Well, i would anyday recommend Ubuntu over Fedora, mainly cause Ubuntu is deb based (superior to rpm based distros) and because on the Ubuntu community (ubuntuforums.org). Though i'd recommend Linux Mint for a newcomer, as its also based on Ubuntu and has all codecs and all in place out of the box.


----------



## azzu (Oct 30, 2007)

^^Kalpik Bro dont think he's much a new comer 
he's usin fedora from moore than 2 years


----------



## Krazy_About_Technology (Oct 30, 2007)

OK. How much points out of ten will you guys give for these categories to Ubuntu 10.7, OpenSUSE 10.3, Fedora 7?
1. Ease of use
2. GUI
3. Configuration Tools
4. Multimedia (Out of the box or after installing codecs)
5. As a Development Platform
6. Stability
7. Value for Disk Space consumed (Coz i am a lil short of it on my lappy )

Thanks!


----------



## QwertyManiac (Oct 30, 2007)

azzu - A well established Linux user will never ask such a query. Cause to him/her, everything's nearly the same and he can survive on it without fussing about. 

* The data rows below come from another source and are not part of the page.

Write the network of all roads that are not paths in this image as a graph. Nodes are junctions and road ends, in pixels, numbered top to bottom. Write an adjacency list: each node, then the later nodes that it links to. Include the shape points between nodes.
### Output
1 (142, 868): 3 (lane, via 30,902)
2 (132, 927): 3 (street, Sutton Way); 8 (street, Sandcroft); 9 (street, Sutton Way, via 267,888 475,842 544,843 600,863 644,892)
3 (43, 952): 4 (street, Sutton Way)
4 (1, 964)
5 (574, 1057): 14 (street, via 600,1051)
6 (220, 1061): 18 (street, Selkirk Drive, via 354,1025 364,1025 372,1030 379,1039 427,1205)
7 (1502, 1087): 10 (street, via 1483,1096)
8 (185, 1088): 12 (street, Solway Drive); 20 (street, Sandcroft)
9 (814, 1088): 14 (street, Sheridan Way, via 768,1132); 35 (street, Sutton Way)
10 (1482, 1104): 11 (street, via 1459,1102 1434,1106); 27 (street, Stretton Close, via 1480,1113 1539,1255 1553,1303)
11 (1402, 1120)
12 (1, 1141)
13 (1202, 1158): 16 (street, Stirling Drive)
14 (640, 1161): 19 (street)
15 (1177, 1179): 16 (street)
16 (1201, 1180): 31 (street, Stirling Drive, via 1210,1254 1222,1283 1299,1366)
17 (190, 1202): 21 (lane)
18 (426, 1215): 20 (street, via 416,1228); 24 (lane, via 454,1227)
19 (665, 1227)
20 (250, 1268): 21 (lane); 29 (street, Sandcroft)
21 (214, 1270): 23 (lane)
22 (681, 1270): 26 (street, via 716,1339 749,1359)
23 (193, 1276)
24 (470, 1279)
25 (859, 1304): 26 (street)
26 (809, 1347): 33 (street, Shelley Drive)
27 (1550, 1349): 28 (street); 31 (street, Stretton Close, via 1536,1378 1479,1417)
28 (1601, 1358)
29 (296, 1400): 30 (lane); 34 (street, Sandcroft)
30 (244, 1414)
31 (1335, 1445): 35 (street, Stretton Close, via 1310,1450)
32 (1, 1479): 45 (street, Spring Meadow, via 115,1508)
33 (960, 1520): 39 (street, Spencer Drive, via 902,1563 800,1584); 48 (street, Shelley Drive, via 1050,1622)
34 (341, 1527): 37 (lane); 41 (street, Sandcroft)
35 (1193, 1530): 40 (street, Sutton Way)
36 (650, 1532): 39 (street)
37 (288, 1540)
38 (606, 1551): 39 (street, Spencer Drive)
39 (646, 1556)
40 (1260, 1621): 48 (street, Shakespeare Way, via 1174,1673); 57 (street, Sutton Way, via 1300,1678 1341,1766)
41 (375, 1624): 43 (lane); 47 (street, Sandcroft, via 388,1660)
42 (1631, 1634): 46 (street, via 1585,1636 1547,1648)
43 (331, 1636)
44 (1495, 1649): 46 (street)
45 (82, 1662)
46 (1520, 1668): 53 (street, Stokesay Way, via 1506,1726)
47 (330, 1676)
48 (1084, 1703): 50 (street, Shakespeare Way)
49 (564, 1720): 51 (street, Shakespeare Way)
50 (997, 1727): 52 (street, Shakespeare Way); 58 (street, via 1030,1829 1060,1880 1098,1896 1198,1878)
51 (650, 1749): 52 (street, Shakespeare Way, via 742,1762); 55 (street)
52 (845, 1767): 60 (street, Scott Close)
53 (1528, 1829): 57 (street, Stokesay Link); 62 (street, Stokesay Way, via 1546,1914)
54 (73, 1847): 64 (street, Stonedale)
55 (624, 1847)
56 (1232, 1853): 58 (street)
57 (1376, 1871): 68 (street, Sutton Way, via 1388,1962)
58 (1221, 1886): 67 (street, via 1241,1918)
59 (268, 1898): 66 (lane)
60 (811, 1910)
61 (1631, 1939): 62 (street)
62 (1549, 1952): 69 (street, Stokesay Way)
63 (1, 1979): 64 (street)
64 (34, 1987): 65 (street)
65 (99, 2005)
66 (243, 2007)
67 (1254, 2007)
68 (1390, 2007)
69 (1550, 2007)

@Krazy_About_Technology - Maybe this site will help with that? Its sort of old though 

While SUSE's looks are pretty neat, Ubuntu wins more in simple usability and flexibility


----------



## Krazy_About_Technology (Oct 30, 2007)

azzu said:
			
		

> ^^Kalpik Bro dont think he's much a new comer
> he's usin fedora from moore than 2 years



Ya, i am not exactly a new comer. I have been with linux since the days of Redhat 9 became free. Last time i used linux, it was Fedora 6, although i have also worked on Mandrake and SuSE. Never got to try debian though. I Just lost touch since last 6 months. Had some disk space problem and i earn my living working on .NET Technologies. So had to compromise to keep VStudio and remove Linux.  But i want to come back now


----------



## mehulved (Oct 30, 2007)

QwertyManiac said:
			
		

> And moreover, Ubuntu is debian-easy. Installing packages will never be better and easy than on Debian.

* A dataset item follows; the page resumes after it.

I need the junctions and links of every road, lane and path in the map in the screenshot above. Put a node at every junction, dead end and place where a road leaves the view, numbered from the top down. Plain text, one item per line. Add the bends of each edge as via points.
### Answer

Haven't you ever heard of pacman?


----------



## Krazy_About_Technology (Oct 30, 2007)

QwertyManiac said:
			
		

> @Krazy_About_Technology - Maybe this site will help with that? Its sort of old though



Which site, Please give link.


----------



## mehulved (Oct 30, 2007)

I though users were quite happier with out of box support for programming provided by Fedora.
Ubuntu is good but you will need to intall extra libraries.
When it comes to providing a lot of tools, compilers, libraries out of the box, it's gotta be sabayon, which would edge out all. And if you're quite comfortable with linux then sabayon wouldn't be that hard to learn.


----------



## QwertyManiac (Oct 30, 2007)

Krazy_About_Technology said:
			
		

> OK. How much points out of ten will you guys give for these categories to Ubuntu 10.7, OpenSUSE 10.3, Fedora 7?
> 1. Ease of use
> 2. GUI
> 3. Configuration Tools
> ...


What you need to understand is, beneath the superficial enhancements made in each distro there is, everything is almost the same.

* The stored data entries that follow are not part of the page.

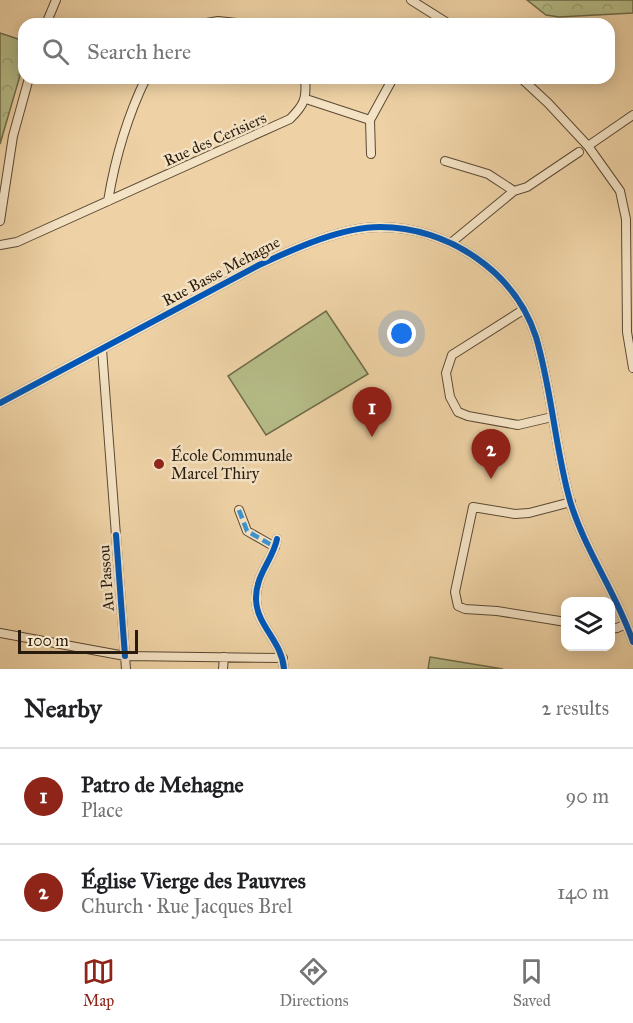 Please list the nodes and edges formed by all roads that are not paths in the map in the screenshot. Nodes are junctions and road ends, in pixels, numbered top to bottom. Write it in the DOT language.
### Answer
graph roads {
  1 [pos="56,0"];
  2 [pos="411,0"];
  3 [pos="48,18"];
  4 [pos="440,18"];
  5 [pos="27,84"];
  6 [pos="144,84"];
  7 [pos="306,84"];
  8 [pos="390,84"];
  9 [pos="527,84"];
  10 [pos="306,99"];
  11 [pos="633,115"];
  12 [pos="370,120"];
  13 [pos="588,146"];
  14 [pos="579,152"];
  15 [pos="371,154"];
  16 [pos="445,160"];
  17 [pos="514,191"];
  18 [pos="108,201"];
  19 [pos="0,221"];
  20 [pos="452,242"];
  21 [pos="0,245"];
  22 [pos="523,310"];
  23 [pos="102,349"];
  24 [pos="633,368"];
  25 [pos="0,403"];
  26 [pos="552,417"];
  27 [pos="571,502"];
  28 [pos="239,510"];
  29 [pos="561,621"];
  30 [pos="626,624"];
  31 [pos="615,628"];
  32 [pos="0,633"];
  33 [pos="633,642"];
  34 [pos="125,656"];
  35 [pos="224,657"];
  36 [pos="283,658"];
  37 [pos="126,669"];
  38 [pos="223,669"];
  39 [pos="284,669"];
  1 -- 3 [label="street"];
  2 -- 4 [label="street"];
  5 -- 19 [label="street"];
  6 -- 18 [label="street"];
  7 -- 10 [label="street"];
  8 -- 12 [label="street"];
  9 -- 13 [label="street"];
  10 -- 12 [label="street"];
  10 -- 18 [label="street, Rue des Cerisiers"];
  11 -- 13 [label="street"];
  12 -- 15 [label="street"];
  13 -- 24 [label="street"];
  14 -- 17 [label="street"];
  16 -- 17 [label="street"];
  17 -- 20 [label="street"];
  18 -- 21 [label="street, Rue des Cerisiers"];
  20 -- 22 [label="street, Rue Basse Mehagne"];
  20 -- 23 [label="street, Rue Basse Mehagne"];
  22 -- 26 [label="street, Rue Basse Mehagne"];
  22 -- 26 [label="street"];
  23 -- 25 [label="street, Rue Basse Mehagne"];
  23 -- 34 [label="street, Au Passou"];
  26 -- 27 [label="street, Rue Basse Mehagne"];
  27 -- 29 [label="street"];
  27 -- 30 [label="street, Rue Basse Mehagne"];
  28 -- 36 [label="street"];
  30 -- 31 [label="street"];
  30 -- 33 [label="street, Rue Basse Mehagne"];
  32 -- 34 [label="street"];
  34 -- 35 [label="street"];
  34 -- 37 [label="street, Au Passou"];
  35 -- 36 [label="street"];
  35 -- 38 [label="street"];
  36 -- 39 [label="street"];
}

1. Ease of use: All the 3 have GUI tools for almost every task there is. Its only that the buttons are placed differently 

2. GUI - All 3 have KDE and GNOME and etc variants with lots of eye candy. But overall I'd say OpenSUSE has one of the most good looking ones. But eye candy is a very customizeable thing and can be applied to any distro to look the way you want it to.

3. Conf. Tools - Just as I said in *1. *all 3 will have configuration tools for every task that needs one. Linux has evolved a lot indeed. 

4. Multimedia - None have Out of Box support but once codecs are installed, all are the same in functionality. Though I'd say Ubuntu's single-wrapper package 'Ubuntu-Restricted-Extras' is the easiest way to get FULL multimedia support in just one click.

5. Development - Devel. tools aren't exclusive to Distros, they are the same throughout Linux entirely. All have the same compilers, gui designers, etc in their repositories.

6. Stability - Can anything be more stable than a Linux Kernel?  Stability again is same in all 3. While talking about security bugs and other things related to it, its again related to the entire Linux outlook and not distro specific.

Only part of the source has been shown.